▶ [Exercise]
Filter the listing so that only lines with the word "Raya" remain.

▶ [Data in this exercise]
┄┄┄┄┄┄┄┄┄┄
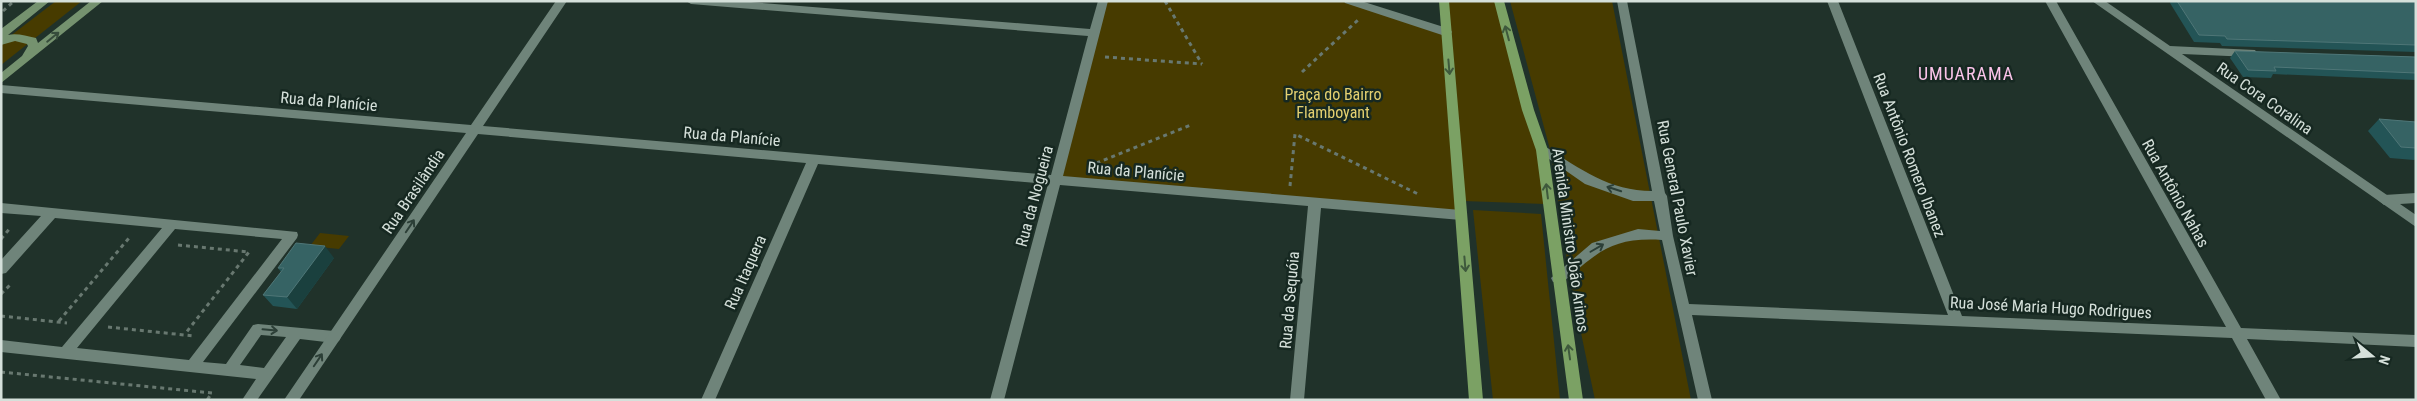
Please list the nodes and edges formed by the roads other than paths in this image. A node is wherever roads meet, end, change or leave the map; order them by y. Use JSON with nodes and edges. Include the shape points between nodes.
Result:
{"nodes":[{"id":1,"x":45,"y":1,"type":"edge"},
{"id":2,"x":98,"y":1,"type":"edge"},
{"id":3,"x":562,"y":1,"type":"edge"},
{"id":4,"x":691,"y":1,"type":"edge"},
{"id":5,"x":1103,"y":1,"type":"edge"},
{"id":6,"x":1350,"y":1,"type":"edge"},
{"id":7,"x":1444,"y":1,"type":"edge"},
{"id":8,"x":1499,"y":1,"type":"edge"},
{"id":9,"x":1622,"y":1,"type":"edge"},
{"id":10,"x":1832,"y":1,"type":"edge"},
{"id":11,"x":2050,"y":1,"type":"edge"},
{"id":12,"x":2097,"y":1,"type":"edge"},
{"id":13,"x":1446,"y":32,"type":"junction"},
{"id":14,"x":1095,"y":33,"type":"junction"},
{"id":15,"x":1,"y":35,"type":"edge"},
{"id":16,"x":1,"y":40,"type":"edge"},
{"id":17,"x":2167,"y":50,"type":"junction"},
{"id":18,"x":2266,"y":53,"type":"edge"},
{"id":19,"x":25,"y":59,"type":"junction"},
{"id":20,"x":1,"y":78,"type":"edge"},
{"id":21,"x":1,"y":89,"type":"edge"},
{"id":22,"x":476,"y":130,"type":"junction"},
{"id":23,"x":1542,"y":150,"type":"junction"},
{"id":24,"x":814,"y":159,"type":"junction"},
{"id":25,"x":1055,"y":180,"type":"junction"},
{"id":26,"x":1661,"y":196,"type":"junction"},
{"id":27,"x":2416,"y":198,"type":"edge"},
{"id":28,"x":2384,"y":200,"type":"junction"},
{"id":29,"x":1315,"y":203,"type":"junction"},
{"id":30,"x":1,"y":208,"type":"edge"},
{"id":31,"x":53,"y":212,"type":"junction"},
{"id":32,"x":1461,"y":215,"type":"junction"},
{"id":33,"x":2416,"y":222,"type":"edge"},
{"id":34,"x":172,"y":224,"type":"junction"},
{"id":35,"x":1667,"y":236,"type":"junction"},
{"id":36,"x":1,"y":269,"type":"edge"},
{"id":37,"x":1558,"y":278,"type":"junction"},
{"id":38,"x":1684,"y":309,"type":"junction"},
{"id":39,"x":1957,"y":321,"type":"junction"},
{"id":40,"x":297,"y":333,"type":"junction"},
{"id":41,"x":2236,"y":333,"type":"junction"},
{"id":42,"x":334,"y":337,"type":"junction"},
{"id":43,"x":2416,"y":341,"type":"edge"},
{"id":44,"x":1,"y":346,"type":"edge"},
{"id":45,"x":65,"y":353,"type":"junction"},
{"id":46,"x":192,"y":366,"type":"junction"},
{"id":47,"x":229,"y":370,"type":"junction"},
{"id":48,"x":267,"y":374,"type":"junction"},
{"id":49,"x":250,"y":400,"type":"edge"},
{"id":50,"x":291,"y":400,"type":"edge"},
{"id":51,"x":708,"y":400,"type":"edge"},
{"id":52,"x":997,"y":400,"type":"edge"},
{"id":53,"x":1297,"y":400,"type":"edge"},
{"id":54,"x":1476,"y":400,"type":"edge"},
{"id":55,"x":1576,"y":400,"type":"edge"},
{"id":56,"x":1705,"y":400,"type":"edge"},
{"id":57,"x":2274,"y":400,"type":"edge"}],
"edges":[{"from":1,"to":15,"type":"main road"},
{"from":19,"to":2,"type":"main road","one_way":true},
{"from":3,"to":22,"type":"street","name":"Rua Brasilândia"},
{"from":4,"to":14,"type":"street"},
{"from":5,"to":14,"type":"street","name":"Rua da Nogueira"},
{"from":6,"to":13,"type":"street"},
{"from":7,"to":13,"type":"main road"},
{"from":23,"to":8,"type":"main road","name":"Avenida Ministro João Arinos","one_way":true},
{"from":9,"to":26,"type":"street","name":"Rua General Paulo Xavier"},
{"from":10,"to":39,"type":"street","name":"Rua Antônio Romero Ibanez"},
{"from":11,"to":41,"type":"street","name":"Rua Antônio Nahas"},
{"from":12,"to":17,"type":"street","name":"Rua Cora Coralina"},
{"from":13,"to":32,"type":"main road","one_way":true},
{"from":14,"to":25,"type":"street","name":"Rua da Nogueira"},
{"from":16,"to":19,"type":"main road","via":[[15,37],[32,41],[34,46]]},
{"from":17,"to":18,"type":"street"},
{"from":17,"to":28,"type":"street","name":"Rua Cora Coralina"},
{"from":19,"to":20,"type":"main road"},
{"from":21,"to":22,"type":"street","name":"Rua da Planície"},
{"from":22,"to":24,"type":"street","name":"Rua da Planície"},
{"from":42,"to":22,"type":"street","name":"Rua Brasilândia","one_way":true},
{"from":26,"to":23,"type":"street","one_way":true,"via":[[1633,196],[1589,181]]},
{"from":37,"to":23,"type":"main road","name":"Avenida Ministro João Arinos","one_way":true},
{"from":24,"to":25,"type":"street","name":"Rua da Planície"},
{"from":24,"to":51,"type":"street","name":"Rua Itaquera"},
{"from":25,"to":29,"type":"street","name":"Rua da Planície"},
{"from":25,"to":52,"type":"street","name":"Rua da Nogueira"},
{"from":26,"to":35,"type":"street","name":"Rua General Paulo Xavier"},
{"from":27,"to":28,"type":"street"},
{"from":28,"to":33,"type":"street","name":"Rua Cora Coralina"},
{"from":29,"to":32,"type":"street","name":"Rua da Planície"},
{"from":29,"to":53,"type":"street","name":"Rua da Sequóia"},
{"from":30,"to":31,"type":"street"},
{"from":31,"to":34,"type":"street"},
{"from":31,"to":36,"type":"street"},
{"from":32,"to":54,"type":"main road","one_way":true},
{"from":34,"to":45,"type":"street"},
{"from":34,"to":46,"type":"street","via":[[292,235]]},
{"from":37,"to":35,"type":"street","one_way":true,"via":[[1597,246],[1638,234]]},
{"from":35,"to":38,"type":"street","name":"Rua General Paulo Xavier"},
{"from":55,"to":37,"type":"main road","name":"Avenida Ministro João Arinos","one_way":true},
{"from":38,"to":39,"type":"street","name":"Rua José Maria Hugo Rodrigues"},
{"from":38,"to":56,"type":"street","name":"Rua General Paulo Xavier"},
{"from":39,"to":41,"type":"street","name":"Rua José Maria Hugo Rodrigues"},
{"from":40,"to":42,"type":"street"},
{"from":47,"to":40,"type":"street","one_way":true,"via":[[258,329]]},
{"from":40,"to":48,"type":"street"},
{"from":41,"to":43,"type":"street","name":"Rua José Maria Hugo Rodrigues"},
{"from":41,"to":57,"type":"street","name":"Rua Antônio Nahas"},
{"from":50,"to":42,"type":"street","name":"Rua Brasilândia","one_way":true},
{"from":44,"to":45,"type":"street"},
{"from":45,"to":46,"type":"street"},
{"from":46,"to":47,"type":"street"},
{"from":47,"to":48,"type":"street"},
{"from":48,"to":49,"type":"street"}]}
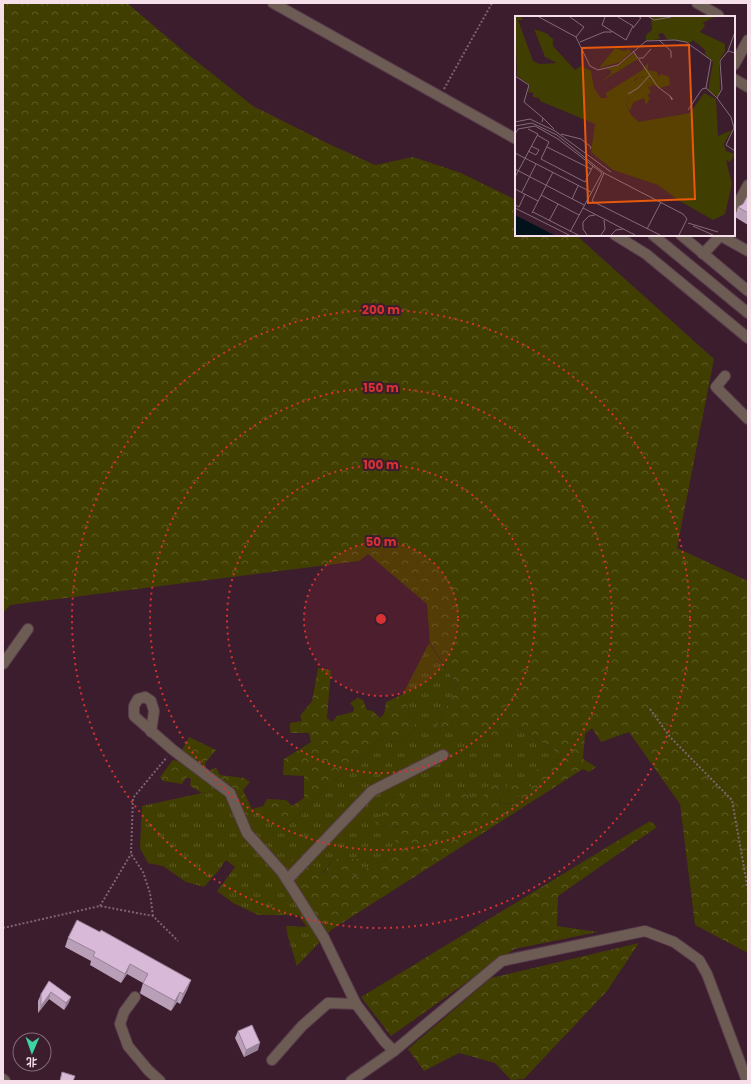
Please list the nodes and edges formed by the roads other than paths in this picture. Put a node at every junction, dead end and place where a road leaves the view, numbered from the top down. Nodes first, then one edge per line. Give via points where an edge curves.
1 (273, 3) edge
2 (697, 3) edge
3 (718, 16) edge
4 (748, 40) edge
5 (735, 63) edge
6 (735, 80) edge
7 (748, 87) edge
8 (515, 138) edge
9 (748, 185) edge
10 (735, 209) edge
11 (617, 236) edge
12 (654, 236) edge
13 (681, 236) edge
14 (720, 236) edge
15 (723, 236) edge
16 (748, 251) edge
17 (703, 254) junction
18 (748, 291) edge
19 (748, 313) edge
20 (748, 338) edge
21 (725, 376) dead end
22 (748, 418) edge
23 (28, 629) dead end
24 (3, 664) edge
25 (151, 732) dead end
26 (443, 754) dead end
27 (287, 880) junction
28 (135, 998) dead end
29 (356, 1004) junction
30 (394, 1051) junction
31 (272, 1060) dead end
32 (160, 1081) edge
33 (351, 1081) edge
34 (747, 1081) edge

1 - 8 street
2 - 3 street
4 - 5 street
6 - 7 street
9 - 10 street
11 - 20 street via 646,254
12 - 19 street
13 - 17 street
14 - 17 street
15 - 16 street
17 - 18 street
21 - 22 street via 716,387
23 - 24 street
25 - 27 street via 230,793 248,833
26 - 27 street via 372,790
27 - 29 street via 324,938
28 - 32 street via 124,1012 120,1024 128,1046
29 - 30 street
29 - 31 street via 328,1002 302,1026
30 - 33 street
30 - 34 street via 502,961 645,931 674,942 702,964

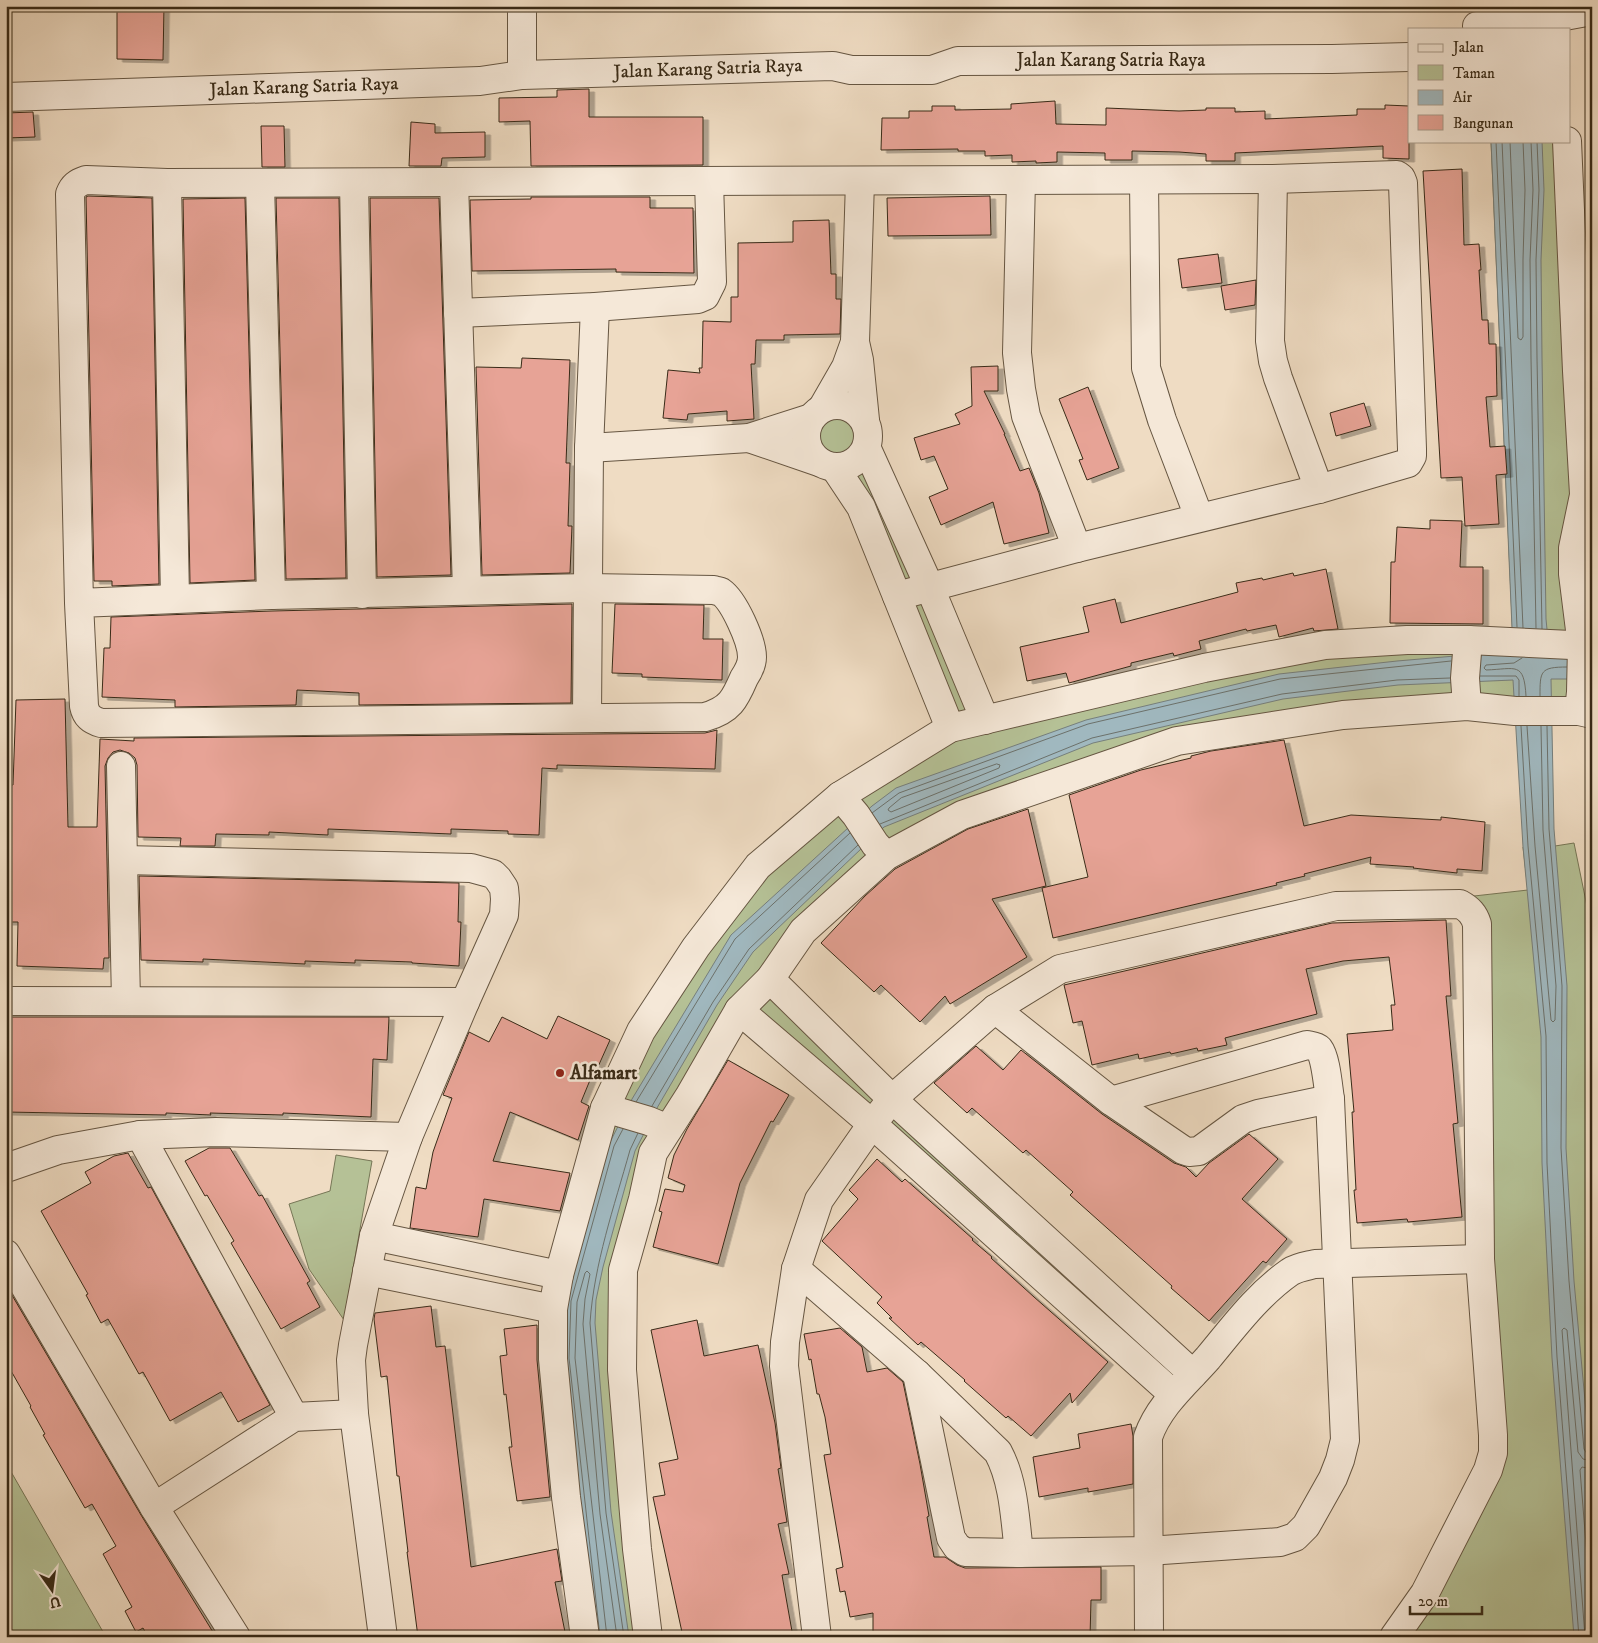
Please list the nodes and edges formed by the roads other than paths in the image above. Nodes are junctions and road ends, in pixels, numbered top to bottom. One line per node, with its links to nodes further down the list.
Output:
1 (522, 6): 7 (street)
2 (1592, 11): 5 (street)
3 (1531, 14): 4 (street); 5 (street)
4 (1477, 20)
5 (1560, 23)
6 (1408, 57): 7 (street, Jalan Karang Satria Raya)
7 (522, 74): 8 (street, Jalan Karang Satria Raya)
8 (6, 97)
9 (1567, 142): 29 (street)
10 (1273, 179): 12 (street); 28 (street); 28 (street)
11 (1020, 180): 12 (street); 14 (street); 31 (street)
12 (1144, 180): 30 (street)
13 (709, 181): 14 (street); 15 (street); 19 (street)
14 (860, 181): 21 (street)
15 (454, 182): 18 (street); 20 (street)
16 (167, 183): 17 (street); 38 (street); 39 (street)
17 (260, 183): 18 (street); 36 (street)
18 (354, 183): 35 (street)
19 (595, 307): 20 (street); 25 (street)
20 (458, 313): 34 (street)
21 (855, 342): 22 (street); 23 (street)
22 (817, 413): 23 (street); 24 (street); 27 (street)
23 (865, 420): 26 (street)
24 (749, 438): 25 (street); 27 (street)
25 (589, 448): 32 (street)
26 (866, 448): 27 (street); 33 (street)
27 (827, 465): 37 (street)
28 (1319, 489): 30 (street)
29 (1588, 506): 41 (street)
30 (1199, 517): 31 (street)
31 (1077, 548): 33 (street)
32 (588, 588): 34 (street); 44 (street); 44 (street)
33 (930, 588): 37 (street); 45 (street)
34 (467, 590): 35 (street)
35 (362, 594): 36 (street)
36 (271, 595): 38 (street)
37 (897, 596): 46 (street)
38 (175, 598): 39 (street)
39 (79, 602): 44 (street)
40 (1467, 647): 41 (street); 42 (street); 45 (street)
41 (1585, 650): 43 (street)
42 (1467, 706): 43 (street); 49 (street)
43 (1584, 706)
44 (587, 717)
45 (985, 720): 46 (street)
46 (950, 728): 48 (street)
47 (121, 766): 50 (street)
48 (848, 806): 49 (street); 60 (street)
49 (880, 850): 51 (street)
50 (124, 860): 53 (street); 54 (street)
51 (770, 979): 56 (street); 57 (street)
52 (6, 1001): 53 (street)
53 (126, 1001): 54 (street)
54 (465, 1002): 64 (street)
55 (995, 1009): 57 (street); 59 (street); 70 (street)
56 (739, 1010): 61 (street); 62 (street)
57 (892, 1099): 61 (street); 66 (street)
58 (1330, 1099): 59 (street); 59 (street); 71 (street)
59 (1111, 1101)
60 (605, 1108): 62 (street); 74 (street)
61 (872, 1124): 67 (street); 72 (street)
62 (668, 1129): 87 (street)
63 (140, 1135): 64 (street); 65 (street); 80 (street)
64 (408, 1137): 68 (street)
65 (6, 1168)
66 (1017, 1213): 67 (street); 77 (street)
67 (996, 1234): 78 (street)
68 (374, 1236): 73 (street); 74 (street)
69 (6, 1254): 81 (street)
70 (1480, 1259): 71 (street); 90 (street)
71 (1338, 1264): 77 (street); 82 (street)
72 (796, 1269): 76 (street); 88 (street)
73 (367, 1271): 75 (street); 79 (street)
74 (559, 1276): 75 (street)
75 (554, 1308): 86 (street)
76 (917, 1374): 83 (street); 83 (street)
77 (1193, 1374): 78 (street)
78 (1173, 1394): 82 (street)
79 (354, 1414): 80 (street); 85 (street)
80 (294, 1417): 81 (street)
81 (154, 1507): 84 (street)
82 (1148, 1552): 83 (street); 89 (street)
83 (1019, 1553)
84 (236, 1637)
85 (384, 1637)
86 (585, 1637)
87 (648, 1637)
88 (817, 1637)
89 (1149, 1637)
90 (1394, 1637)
┄┄┄┄┄┄┄┄┄┄
▶ [Written solution]
6 (1408, 57): 7 (street, Jalan Karang Satria Raya)
7 (522, 74): 8 (street, Jalan Karang Satria Raya)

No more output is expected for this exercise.